La formation restreinte note, en revanche, que la société a réagi dès qu’elle a eu connaissance de la violation de données en alertant son sous-traitant et qu’il a été mis fin à la violation de données dans un délai raisonnable. Elle relève également que la société a pris l’initiative, après la survenance de la violation de données, de faire procéder à un audit de sécurité en août 2017 sur la nouvelle version de l’outil de gestion des demandes de service après-vente proposé par son prestataire. Elle note, enfin, sa bonne coopération avec la Commission.

Au regard de ces éléments, une sanction d’un montant de 100.000 (cent mille) euros apparait proportionnée.

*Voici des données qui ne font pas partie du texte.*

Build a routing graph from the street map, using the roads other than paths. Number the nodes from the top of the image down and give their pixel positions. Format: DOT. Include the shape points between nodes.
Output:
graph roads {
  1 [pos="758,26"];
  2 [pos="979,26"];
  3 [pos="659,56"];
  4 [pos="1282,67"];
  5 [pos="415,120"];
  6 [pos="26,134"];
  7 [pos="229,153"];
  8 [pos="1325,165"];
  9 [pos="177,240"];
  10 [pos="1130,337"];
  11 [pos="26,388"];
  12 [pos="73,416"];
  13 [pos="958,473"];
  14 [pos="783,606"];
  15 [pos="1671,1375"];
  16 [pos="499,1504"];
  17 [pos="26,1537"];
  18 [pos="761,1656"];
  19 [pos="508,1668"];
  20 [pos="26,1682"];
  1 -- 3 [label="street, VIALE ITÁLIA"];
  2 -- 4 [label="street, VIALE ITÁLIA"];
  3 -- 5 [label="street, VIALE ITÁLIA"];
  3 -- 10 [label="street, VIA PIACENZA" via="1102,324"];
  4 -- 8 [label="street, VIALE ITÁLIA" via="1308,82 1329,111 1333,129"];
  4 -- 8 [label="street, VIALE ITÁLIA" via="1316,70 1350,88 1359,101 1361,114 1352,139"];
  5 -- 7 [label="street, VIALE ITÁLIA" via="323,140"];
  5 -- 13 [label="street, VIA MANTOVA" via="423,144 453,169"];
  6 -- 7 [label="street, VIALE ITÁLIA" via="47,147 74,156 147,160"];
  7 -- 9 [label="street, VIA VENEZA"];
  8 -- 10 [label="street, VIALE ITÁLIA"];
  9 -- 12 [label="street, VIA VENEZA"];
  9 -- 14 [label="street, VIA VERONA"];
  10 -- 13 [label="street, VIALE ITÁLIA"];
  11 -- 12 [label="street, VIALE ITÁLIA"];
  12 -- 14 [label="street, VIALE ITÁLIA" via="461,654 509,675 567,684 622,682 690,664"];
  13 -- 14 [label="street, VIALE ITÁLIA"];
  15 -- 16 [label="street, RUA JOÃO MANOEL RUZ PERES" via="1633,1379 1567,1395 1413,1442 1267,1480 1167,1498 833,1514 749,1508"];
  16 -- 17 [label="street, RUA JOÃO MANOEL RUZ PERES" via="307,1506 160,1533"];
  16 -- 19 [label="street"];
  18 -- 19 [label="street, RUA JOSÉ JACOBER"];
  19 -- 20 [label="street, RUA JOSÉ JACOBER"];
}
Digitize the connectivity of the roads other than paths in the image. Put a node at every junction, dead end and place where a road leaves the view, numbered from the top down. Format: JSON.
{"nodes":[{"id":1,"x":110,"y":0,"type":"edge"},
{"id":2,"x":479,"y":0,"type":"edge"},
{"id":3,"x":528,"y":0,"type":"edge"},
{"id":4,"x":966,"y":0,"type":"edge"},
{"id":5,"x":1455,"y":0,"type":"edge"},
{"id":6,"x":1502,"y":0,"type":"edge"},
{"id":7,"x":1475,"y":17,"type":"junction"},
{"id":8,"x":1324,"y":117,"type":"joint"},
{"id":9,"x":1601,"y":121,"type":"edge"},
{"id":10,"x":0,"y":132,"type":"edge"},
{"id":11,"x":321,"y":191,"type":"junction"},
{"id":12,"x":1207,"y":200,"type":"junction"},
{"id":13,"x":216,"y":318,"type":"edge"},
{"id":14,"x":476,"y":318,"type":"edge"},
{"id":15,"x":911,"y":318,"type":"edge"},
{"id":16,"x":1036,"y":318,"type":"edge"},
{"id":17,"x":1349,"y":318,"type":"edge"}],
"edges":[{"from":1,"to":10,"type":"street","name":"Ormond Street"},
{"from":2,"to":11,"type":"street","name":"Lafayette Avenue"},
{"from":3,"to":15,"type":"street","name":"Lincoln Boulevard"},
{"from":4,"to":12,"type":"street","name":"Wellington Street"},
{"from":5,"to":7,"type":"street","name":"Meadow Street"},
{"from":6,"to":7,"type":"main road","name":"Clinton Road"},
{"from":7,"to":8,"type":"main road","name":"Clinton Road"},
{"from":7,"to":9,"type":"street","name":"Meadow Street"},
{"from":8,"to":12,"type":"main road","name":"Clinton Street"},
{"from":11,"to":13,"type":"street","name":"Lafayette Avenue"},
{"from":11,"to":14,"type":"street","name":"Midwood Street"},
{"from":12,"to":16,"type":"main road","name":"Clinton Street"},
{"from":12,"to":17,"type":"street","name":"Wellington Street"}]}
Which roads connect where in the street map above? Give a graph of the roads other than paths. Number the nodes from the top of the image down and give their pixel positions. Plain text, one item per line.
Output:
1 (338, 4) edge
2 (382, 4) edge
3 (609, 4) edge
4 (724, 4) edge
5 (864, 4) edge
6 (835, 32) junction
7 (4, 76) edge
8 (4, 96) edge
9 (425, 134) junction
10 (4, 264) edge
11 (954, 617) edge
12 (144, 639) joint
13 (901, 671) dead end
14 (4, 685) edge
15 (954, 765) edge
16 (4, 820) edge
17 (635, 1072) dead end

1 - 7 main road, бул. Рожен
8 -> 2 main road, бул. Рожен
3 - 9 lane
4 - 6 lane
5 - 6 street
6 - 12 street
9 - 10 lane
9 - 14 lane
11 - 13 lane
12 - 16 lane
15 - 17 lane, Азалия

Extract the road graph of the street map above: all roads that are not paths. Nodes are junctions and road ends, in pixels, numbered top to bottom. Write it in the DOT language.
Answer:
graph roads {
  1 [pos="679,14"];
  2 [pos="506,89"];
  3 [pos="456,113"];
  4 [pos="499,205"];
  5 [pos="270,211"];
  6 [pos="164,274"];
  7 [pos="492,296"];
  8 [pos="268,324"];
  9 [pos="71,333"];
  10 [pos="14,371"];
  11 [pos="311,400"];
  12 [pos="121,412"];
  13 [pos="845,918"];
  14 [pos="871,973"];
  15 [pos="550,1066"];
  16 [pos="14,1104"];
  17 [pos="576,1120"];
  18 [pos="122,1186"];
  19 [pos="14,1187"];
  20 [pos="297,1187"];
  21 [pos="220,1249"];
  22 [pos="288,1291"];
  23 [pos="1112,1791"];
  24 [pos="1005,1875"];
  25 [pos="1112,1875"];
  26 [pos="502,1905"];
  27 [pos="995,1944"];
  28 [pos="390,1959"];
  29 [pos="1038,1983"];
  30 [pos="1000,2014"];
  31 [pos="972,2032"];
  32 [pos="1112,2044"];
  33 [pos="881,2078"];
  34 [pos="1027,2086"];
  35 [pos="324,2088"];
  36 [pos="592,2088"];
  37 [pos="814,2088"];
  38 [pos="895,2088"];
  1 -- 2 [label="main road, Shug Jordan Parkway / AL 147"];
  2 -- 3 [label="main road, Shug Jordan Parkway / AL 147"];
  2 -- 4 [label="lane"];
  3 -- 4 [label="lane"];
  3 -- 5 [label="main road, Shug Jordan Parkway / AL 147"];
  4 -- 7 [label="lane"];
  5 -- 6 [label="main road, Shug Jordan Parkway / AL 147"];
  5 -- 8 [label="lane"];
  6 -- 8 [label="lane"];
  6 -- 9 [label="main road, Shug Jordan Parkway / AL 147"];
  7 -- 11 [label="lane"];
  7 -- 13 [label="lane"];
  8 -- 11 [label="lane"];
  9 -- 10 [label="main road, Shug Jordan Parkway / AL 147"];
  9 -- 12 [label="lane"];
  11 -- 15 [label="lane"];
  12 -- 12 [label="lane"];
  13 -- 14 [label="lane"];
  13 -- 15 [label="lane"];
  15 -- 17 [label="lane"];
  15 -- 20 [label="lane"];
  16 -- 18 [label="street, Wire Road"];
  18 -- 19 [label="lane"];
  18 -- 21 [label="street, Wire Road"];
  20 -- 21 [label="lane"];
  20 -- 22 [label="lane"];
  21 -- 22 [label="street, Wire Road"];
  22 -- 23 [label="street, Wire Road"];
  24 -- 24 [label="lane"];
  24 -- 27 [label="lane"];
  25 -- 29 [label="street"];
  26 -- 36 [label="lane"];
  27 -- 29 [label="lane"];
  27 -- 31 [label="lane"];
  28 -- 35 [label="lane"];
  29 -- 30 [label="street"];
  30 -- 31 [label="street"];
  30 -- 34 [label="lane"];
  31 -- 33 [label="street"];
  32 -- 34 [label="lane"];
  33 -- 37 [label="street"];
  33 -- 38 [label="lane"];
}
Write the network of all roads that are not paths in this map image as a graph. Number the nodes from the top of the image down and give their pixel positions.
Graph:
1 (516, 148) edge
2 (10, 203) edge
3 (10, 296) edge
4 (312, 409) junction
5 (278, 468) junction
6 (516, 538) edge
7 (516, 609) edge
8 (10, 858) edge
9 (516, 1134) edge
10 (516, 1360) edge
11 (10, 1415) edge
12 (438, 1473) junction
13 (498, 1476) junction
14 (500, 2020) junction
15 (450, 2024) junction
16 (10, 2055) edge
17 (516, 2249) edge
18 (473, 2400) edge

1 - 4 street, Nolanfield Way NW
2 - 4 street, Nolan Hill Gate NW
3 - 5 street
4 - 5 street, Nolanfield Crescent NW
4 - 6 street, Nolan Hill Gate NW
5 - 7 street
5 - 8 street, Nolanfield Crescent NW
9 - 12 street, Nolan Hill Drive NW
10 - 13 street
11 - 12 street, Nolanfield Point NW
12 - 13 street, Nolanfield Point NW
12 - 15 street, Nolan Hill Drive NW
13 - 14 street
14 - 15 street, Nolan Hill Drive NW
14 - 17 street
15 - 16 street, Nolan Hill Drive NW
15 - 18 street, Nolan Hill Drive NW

La formation restreinte considère qu’au regard des éléments précités, du contexte actuel dans lequel se multiplient les incidents de sécurité et de la nécessité de sensibiliser les internautes de quant au risque pesant sur la sécurité de leurs données, il y a lieu de rendre publique sa décision.

PAR CES MOTIFS

La formation restreinte de la CNIL, après en avoir délibéré, décide de :

  • prononcer une sanction pécuniaire à l’encontre de la société ETABLISSEMENTS DARTY ET FILS d’un montant de 100.000 (cent mille) euros ;
  • rendre publique sa délibération, qui sera anonymisée à l’expiration d’un délai de deux ans à compter de sa publication.

Le Président

Jean-François CARREZ

Cette décision est susceptible de faire l’objet d’un recours devant le Conseil d’Etat dans un délai de deux mois à compter de sa notification.